Source information:
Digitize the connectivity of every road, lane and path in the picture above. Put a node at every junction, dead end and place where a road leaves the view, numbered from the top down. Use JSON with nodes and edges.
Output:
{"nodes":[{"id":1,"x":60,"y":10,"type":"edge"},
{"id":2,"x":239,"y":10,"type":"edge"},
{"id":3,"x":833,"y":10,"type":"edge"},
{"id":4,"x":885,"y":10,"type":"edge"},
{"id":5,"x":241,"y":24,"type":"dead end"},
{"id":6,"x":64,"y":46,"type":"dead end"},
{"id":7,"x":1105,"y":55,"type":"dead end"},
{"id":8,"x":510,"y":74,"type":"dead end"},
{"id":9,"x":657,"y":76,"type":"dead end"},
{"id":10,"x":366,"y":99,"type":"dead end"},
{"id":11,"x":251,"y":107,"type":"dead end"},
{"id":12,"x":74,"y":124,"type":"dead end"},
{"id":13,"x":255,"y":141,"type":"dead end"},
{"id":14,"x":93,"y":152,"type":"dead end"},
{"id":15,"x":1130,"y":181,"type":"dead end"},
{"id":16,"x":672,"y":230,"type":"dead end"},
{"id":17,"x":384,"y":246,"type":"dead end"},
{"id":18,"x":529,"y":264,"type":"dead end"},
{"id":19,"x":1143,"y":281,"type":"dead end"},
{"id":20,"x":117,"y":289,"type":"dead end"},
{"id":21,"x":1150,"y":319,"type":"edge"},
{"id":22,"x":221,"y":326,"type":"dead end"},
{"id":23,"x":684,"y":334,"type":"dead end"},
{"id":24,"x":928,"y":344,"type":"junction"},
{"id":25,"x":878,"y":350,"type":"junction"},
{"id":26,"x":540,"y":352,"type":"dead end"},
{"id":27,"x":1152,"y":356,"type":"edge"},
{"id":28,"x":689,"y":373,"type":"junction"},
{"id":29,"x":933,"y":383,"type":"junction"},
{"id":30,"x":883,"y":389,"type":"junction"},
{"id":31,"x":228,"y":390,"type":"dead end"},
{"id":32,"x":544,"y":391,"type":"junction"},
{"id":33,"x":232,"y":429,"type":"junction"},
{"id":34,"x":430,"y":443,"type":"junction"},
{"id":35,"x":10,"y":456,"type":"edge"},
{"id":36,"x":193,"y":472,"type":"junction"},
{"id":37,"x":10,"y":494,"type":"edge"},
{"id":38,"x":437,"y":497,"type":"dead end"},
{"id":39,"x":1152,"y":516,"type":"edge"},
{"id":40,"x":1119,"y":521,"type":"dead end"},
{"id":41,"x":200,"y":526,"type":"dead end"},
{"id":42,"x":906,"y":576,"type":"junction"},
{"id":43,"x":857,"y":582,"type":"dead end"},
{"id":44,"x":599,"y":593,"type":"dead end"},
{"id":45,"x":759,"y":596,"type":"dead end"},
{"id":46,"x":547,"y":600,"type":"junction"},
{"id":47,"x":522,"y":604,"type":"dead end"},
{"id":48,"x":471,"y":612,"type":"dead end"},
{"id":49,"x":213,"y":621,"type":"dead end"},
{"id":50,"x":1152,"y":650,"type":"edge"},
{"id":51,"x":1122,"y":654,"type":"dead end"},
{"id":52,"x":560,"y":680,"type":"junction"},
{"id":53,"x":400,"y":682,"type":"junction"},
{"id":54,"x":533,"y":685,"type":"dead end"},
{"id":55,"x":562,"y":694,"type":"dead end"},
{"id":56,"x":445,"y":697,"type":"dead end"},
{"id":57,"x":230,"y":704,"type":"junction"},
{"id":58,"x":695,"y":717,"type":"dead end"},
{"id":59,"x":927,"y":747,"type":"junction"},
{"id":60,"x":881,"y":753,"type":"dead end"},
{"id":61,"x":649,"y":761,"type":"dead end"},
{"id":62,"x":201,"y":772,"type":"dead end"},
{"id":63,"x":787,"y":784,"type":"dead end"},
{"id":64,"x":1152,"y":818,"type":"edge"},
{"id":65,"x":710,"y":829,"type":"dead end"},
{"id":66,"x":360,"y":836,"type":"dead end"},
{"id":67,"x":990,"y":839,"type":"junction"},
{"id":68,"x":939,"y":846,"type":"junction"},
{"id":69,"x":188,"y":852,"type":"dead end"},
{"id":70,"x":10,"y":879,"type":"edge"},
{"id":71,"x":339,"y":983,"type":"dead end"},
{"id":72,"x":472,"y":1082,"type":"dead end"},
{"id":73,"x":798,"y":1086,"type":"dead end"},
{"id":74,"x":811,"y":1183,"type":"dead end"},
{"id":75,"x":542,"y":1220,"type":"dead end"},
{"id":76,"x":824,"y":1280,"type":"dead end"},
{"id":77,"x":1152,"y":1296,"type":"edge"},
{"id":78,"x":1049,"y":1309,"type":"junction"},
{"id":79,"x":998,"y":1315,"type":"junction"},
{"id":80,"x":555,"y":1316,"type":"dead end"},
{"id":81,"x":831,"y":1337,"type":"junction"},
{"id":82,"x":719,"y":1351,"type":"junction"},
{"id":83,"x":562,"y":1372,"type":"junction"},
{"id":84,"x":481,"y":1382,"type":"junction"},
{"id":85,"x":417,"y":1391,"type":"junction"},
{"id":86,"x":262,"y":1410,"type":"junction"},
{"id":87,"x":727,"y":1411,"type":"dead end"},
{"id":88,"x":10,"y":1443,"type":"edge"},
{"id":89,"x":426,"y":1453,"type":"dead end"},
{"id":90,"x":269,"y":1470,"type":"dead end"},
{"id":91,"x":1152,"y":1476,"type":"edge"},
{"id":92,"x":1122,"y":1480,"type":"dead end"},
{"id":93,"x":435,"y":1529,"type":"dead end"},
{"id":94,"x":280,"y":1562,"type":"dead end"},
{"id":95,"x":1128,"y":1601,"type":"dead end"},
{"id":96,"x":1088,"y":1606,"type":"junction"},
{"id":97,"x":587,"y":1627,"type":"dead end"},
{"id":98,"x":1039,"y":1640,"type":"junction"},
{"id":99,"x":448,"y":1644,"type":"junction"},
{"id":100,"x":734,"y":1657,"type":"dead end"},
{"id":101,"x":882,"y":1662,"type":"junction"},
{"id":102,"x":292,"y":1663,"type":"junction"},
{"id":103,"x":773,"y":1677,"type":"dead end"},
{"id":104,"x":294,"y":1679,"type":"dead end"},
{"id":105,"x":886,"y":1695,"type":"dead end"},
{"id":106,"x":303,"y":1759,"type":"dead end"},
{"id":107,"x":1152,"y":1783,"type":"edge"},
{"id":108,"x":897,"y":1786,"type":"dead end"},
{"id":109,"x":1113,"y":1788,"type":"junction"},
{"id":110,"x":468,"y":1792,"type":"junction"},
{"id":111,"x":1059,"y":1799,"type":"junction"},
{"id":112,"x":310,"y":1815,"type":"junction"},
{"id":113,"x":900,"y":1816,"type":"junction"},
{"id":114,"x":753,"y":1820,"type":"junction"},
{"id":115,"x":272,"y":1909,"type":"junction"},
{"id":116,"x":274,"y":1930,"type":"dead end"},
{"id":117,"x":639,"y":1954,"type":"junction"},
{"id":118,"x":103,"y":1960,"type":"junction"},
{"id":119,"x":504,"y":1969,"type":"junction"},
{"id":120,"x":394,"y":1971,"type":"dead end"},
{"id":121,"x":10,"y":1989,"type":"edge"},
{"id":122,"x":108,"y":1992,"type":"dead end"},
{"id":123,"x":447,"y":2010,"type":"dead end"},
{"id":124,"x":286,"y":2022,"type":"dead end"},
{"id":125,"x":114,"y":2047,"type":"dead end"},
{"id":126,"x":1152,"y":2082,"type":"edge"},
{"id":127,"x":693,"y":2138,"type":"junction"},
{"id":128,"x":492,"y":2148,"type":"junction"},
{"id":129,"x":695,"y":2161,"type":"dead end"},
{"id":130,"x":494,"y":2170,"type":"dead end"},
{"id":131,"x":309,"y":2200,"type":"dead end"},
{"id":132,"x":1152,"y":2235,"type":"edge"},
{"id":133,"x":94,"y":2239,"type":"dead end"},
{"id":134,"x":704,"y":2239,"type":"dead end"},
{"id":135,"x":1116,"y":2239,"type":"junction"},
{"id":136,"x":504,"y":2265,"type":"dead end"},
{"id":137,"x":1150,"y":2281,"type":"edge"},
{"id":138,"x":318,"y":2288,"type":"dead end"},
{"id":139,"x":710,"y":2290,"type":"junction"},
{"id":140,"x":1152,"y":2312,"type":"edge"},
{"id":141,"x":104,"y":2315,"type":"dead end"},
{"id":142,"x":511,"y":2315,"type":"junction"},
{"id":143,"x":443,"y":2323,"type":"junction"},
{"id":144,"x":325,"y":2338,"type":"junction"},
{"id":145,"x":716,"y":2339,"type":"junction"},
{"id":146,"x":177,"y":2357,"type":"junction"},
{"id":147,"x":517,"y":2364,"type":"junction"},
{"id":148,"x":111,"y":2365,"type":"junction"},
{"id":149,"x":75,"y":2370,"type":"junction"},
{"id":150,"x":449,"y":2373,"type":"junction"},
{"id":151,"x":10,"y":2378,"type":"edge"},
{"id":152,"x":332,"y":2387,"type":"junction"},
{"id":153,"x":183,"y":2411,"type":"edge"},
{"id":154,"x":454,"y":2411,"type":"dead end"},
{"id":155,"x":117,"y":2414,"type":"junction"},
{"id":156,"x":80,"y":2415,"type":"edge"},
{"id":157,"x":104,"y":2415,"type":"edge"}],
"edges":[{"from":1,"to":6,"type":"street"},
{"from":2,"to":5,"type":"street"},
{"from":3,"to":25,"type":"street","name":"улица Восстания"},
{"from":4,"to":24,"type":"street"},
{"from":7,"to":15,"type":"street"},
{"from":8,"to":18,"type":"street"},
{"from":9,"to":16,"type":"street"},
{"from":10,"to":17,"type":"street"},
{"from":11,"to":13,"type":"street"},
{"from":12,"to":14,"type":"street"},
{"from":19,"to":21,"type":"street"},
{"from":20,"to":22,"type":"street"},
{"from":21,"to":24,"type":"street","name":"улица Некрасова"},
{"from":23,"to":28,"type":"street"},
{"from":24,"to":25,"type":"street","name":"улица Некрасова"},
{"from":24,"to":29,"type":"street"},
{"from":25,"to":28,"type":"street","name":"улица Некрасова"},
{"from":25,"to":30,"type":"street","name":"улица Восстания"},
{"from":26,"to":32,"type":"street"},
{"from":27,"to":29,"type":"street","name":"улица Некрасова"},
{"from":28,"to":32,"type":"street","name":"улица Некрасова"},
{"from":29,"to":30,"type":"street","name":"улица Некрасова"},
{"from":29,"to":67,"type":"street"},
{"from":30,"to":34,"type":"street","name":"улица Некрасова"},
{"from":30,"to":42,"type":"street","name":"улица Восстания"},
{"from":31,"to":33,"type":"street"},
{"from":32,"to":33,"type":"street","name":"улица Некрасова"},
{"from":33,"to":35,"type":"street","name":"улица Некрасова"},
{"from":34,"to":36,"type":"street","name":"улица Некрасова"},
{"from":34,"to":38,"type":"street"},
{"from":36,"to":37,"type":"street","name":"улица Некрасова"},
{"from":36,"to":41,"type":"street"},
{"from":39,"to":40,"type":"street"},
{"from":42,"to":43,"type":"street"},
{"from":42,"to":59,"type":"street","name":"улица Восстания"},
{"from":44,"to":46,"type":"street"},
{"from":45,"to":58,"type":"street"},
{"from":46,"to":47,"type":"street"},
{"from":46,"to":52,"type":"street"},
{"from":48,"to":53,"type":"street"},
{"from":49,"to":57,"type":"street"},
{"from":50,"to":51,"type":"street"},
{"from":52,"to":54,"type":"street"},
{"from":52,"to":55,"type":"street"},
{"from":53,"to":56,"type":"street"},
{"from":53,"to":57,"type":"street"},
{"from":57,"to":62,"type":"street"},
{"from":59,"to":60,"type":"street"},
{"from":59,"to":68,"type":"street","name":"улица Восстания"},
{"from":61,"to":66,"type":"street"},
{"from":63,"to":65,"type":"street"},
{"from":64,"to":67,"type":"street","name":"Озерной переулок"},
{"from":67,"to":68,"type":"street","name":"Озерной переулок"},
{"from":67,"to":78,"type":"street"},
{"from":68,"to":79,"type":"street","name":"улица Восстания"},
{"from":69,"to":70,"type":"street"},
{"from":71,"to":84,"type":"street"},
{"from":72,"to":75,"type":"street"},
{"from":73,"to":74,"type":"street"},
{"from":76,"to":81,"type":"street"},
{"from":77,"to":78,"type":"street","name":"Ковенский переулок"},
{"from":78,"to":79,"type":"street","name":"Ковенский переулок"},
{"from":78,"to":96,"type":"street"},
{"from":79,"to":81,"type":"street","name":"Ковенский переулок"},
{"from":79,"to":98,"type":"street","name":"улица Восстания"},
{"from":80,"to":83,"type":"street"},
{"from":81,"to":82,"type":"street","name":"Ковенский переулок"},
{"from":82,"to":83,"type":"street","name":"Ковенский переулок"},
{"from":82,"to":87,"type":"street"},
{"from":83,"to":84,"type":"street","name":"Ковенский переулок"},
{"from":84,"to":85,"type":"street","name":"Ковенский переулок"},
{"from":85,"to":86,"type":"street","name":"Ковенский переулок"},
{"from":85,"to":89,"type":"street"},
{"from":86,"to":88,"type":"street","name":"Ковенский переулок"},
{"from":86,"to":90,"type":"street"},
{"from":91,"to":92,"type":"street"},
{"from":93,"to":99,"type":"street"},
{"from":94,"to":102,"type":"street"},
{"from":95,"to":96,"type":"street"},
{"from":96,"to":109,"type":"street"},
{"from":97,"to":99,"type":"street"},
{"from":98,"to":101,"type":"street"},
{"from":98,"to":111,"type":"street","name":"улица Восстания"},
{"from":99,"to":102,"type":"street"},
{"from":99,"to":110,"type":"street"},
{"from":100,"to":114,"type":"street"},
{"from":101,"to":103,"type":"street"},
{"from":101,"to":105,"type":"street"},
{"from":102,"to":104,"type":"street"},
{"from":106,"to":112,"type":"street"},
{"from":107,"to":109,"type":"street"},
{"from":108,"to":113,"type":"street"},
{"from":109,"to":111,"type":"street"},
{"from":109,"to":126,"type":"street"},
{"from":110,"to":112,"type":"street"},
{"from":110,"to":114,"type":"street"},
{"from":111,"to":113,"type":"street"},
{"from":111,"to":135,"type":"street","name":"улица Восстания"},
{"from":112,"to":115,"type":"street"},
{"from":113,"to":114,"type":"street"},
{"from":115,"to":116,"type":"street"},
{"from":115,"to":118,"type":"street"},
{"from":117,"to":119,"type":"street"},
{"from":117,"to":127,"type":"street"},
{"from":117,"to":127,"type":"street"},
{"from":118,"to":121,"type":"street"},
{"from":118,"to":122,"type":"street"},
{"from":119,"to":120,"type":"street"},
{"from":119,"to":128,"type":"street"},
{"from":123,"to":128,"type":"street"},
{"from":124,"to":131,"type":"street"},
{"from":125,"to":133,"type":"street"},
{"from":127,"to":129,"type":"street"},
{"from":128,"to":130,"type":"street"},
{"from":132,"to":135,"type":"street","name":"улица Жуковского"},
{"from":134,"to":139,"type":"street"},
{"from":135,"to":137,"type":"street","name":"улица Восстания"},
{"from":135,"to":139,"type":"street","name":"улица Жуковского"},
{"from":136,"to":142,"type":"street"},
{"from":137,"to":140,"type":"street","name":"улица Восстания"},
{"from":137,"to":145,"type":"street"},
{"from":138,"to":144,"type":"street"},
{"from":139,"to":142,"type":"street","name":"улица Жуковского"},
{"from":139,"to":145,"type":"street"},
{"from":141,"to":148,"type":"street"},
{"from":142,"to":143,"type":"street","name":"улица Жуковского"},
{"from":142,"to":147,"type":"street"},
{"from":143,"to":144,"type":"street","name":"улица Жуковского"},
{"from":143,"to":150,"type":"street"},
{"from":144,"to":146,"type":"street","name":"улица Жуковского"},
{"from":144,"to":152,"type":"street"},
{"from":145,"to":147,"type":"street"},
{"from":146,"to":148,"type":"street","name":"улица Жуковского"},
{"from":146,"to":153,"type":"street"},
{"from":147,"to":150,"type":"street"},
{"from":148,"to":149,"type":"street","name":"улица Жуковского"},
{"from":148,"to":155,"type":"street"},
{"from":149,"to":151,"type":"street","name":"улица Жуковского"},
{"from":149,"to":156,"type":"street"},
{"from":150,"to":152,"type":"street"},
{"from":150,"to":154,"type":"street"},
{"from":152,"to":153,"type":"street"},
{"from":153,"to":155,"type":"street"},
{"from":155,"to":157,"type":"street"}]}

Task details:
Exactly one number is the expected answer: the count of lines in the entries where the word "nodes" is found.

Solution for this problem:
2